┏━━

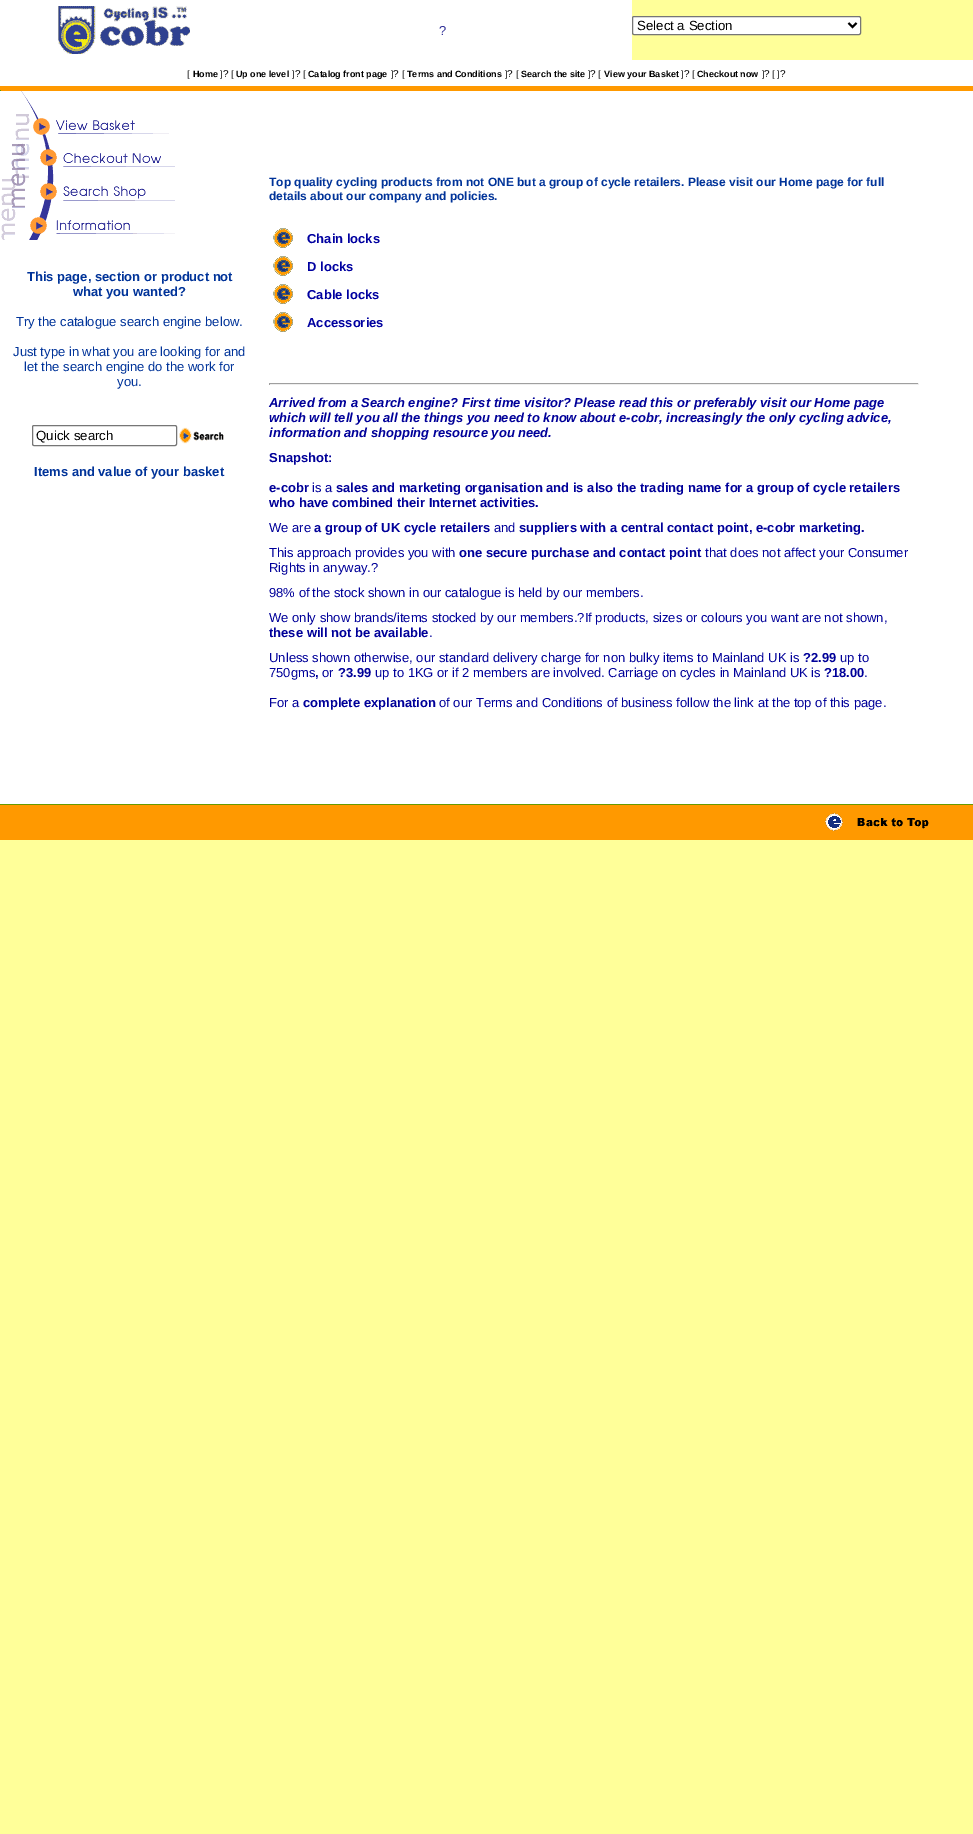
%!PS
<< /PageSize [973 1834] >> setpagedevice
/roundrect { 5 dict begin { /r /h /w /y /x } { exch def } forall
  x r add y moveto x w add y 2 copy h add r arct x w add y h add x 1 index r arct
  x y h add x y r arct x y 2 copy exch w add exch r arct closepath end } def
/picture { 5 dict begin { /h /w /y /x /name } { exch def } forall
  gsave x y translate w h scale
  w h 8 [w 0 0 h 0 0] name (r) file false 3 colorimage grestore end } def
0 1834 translate 1 -1 scale
4 setmiterlimit
1 1 0.6 setrgbcolor
0 0 973 1834 rectfill
1 setgray
0 0 632 60 rectfill
(img1.rgb) 58 6 132 48 picture
632.5 16.5 228 18 1.5 roundrect gsave fill grestore
0.463 setgray
stroke
0 setgray
2 setlinewidth
newpath 848.5 23 moveto 852.5 27 lineto 856.5 23 lineto stroke
/LiberationSans-Regular [13.25 0 0 -13.25 0 0] selectfont
637 30 moveto (Select a Section) show
/LiberationSans-Regular [13 0 0 -13 0 0] selectfont
0.2 0.2 0.6 setrgbcolor
439 35 moveto (?) show
1 setgray
0 60 973 26 rectfill
/LiberationSans-Regular [9 0 0 -9 0 0] selectfont
0 setgray
187 77 moveto ([) show
/LiberationSans-Bold [9 0 0 -9 0 0] selectfont
193 77 moveto (Home) show
/LiberationSans-Regular [9 0 0 -9 0 0] selectfont
220 77 moveto (]) show
/LiberationSans-Regular [10 0 0 -10 0 0] selectfont
223 77 moveto (?) show
/LiberationSans-Regular [9 0 0 -9 0 0] selectfont
231 77 moveto ([) show
/LiberationSans-Bold [9 0 0 -9 0 0] selectfont
236 77 moveto (Up one level) show
/LiberationSans-Regular [9 0 0 -9 0 0] selectfont
292 77 moveto (]) show
/LiberationSans-Regular [10 0 0 -10 0 0] selectfont
295 77 moveto (?) show
/LiberationSans-Regular [9 0 0 -9 0 0] selectfont
303 77 moveto ([) show
/LiberationSans-Bold [9 0 0 -9 0 0] selectfont
308 77 moveto (Catalog front page) show
/LiberationSans-Regular [9 0 0 -9 0 0] selectfont
391 77 moveto (]) show
/LiberationSans-Regular [10 0 0 -10 0 0] selectfont
393 77 moveto (?) show
/LiberationSans-Regular [9 0 0 -9 0 0] selectfont
402 77 moveto ([) show
/LiberationSans-Bold [9 0 0 -9 0 0] selectfont
407 77 moveto (Terms and Conditions) show
/LiberationSans-Regular [9 0 0 -9 0 0] selectfont
505 77 moveto (]) show
/LiberationSans-Regular [10 0 0 -10 0 0] selectfont
507 77 moveto (?) show
/LiberationSans-Regular [9 0 0 -9 0 0] selectfont
516 77 moveto ([) show
/LiberationSans-Bold [9 0 0 -9 0 0] selectfont
521 77 moveto (Search the site) show
/LiberationSans-Regular [9 0 0 -9 0 0] selectfont
588 77 moveto (]) show
/LiberationSans-Regular [10 0 0 -10 0 0] selectfont
590 77 moveto (?) show
/LiberationSans-Regular [9 0 0 -9 0 0] selectfont
598 77 moveto ([) show
/LiberationSans-Bold [9 0 0 -9 0 0] selectfont
604 77 moveto (View your Basket) show
/LiberationSans-Regular [9 0 0 -9 0 0] selectfont
681 77 moveto (]) show
/LiberationSans-Regular [10 0 0 -10 0 0] selectfont
684 77 moveto (?) show
/LiberationSans-Regular [9 0 0 -9 0 0] selectfont
692 77 moveto ([) show
/LiberationSans-Bold [9 0 0 -9 0 0] selectfont
697 77 moveto (Checkout now) show
/LiberationSans-Regular [9 0 0 -9 0 0] selectfont
762 77 moveto (]) show
/LiberationSans-Regular [10 0 0 -10 0 0] selectfont
764 77 moveto (?) show
/LiberationSans-Regular [9 0 0 -9 0 0] selectfont
772 77 moveto ([ ]) show
/LiberationSans-Regular [10 0 0 -10 0 0] selectfont
780 77 moveto (?) show
1 0.6 0 setrgbcolor
0 86 973 5 rectfill
0.404 0.604 0.004 setrgbcolor
0 90 1 1 rectfill
1 setgray
0 91 973 713 rectfill
(img2.rgb) 15 91 154 48 picture
(img3.rgb) 11 139 164 32 picture
(img4.rgb) 1 171 174 36 picture
(img5.rgb) 1 207 174 33 picture
/LiberationSans-Bold [13 0 0 -13 0 0] selectfont
0 0.2 0.6 setrgbcolor
27 281 moveto (This page, section or product not) show
73 296 moveto (what you wanted?) show
/LiberationSans-Regular [13 0 0 -13 0 0] selectfont
16 326 moveto (Try the catalogue search engine below.) show
13 356 moveto (Just type in what you are looking for and) show
24 371 moveto (let the search engine do the work for) show
117 386 moveto (you.) show
0.463 setgray
1 setlinewidth
32.5 425.5 144 20 1.5 roundrect stroke
/LiberationSans-Regular [13.25 0 0 -13.25 0 0] selectfont
0 setgray
36 440 moveto (Quick search) show
(img6.rgb) 179 427 45 17 picture
/LiberationSans-Bold [13 0 0 -13 0 0] selectfont
0 0.2 0.6 setrgbcolor
34 476 moveto (Items and value of your basket) show
/LiberationSans-Bold [12 0 0 -12 0 0] selectfont
269 186 moveto (Top quality cycling products from not ONE but a group of cycle retailers. Please visit our Home page for full) show
269 200 moveto (details about our company and policies.) show
(img7.rgb) 273 228 20 20 picture
/LiberationSans-Bold [13 0 0 -13 0 0] selectfont
0 0 0.627 setrgbcolor
307 243 moveto (Chain locks) show
(img7.rgb) 273 256 20 20 picture
307 271 moveto (D locks) show
(img7.rgb) 273 284 20 20 picture
307 299 moveto (Cable locks) show
(img7.rgb) 273 312 20 20 picture
307 327 moveto (Accessories) show
0.624 setgray
269 383 650 1 rectfill
0.933 setgray
918 383 1 2 rectfill
269 384 650 1 rectfill
0.624 setgray
269 383 1 2 rectfill
/LiberationSans-BoldItalic [13 0 0 -13 0 0] selectfont
0 0 0.6 setrgbcolor
269 407 moveto (Arrived from a Search engine? First time visitor? Please read this or preferably visit our Home page) show
269 422 moveto (which will tell you all the things you need to know about e-cobr, increasingly the only cycling advice,) show
269 437 moveto (information and shopping resource you need.) show
/LiberationSans-Bold [13 0 0 -13 0 0] selectfont
269 462 moveto (Snapshot:) show
269 492 moveto (e-cobr) show
/LiberationSans-Regular [13 0 0 -13 0 0] selectfont
312 492 moveto (is a) show
/LiberationSans-Bold [13 0 0 -13 0 0] selectfont
336 492 moveto (sales and marketing organisation and is also the trading name for a group of cycle retailers) show
269 507 moveto (who have combined their Internet activities.) show
/LiberationSans-Regular [13 0 0 -13 0 0] selectfont
269 532 moveto (We are) show
/LiberationSans-Bold [13 0 0 -13 0 0] selectfont
314 532 moveto (a group of UK cycle retailers) show
/LiberationSans-Regular [13 0 0 -13 0 0] selectfont
494 532 moveto (and) show
/LiberationSans-Bold [13 0 0 -13 0 0] selectfont
519 532 moveto (suppliers with a central contact point, e-cobr marketing.) show
/LiberationSans-Regular [13 0 0 -13 0 0] selectfont
269 557 moveto (This approach provides you with) show
/LiberationSans-Bold [13 0 0 -13 0 0] selectfont
459 557 moveto (one secure purchase and contact point) show
/LiberationSans-Regular [13 0 0 -13 0 0] selectfont
705 557 moveto (that does not affect your Consumer) show
269 572 moveto (Rights in anyway.?) show
269 597 moveto (98% of) show
312 597 moveto (the stock shown in our catalogue is held by our members.) show
269 622 moveto (We only show brands/items stocked by our members.?If products, sizes or colours you want are not shown,) show
/LiberationSans-Bold [13 0 0 -13 0 0] selectfont
269 637 moveto (these will not be available) show
/LiberationSans-Regular [13 0 0 -13 0 0] selectfont
429 637 moveto (.) show
269 662 moveto (Unless shown otherwise, our standard delivery charge for non bulky items to Mainland UK is) show
/LiberationSans-Bold [13 0 0 -13 0 0] selectfont
803 662 moveto (?2.99) show
/LiberationSans-Regular [13 0 0 -13 0 0] selectfont
840 662 moveto (up to) show
269 677 moveto (750gms) show
/LiberationSans-Bold [13 0 0 -13 0 0] selectfont
315 677 moveto (,) show
/LiberationSans-Regular [13 0 0 -13 0 0] selectfont
322 677 moveto (or) show
/LiberationSans-Bold [13 0 0 -13 0 0] selectfont
338 677 moveto (?3.99) show
/LiberationSans-Regular [13 0 0 -13 0 0] selectfont
375 677 moveto (up to 1KG or if 2 members are involved. Carriage on cycles in Mainland UK is) show
/LiberationSans-Bold [13 0 0 -13 0 0] selectfont
824 677 moveto (?18.00) show
/LiberationSans-Regular [13 0 0 -13 0 0] selectfont
864 677 moveto (.) show
269 707 moveto (For a) show
/LiberationSans-Bold [13 0 0 -13 0 0] selectfont
303 707 moveto (complete explanation) show
/LiberationSans-Regular [13 0 0 -13 0 0] selectfont
439 707 moveto (of our Terms and Conditions of business follow the link at the top of this page.) show
0.404 0.604 0.004 setrgbcolor
0 804 973 1 rectfill
1 0.6 0 setrgbcolor
0 805 973 35 rectfill
(img8.rgb) 825 813 104 18 picture
showpage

┗━━

With the line holding "(img2.rgb) 15 91 154 48 picture" as the first and the line holding "(img6.rgb) 179 427 45 17 picture" as the last, set down that range of the entries above exactly, and nothing else.

• _WRITTEN SOLUTION_:
(img2.rgb) 15 91 154 48 picture
(img3.rgb) 11 139 164 32 picture
(img4.rgb) 1 171 174 36 picture
(img5.rgb) 1 207 174 33 picture
/LiberationSans-Bold [13 0 0 -13 0 0] selectfont
0 0.2 0.6 setrgbcolor
27 281 moveto (This page, section or product not) show
73 296 moveto (what you wanted?) show
/LiberationSans-Regular [13 0 0 -13 0 0] selectfont
16 326 moveto (Try the catalogue search engine below.) show
13 356 moveto (Just type in what you are looking for and) show
24 371 moveto (let the search engine do the work for) show
117 386 moveto (you.) show
0.463 setgray
1 setlinewidth
32.5 425.5 144 20 1.5 roundrect stroke
/LiberationSans-Regular [13.25 0 0 -13.25 0 0] selectfont
0 setgray
36 440 moveto (Quick search) show
(img6.rgb) 179 427 45 17 picture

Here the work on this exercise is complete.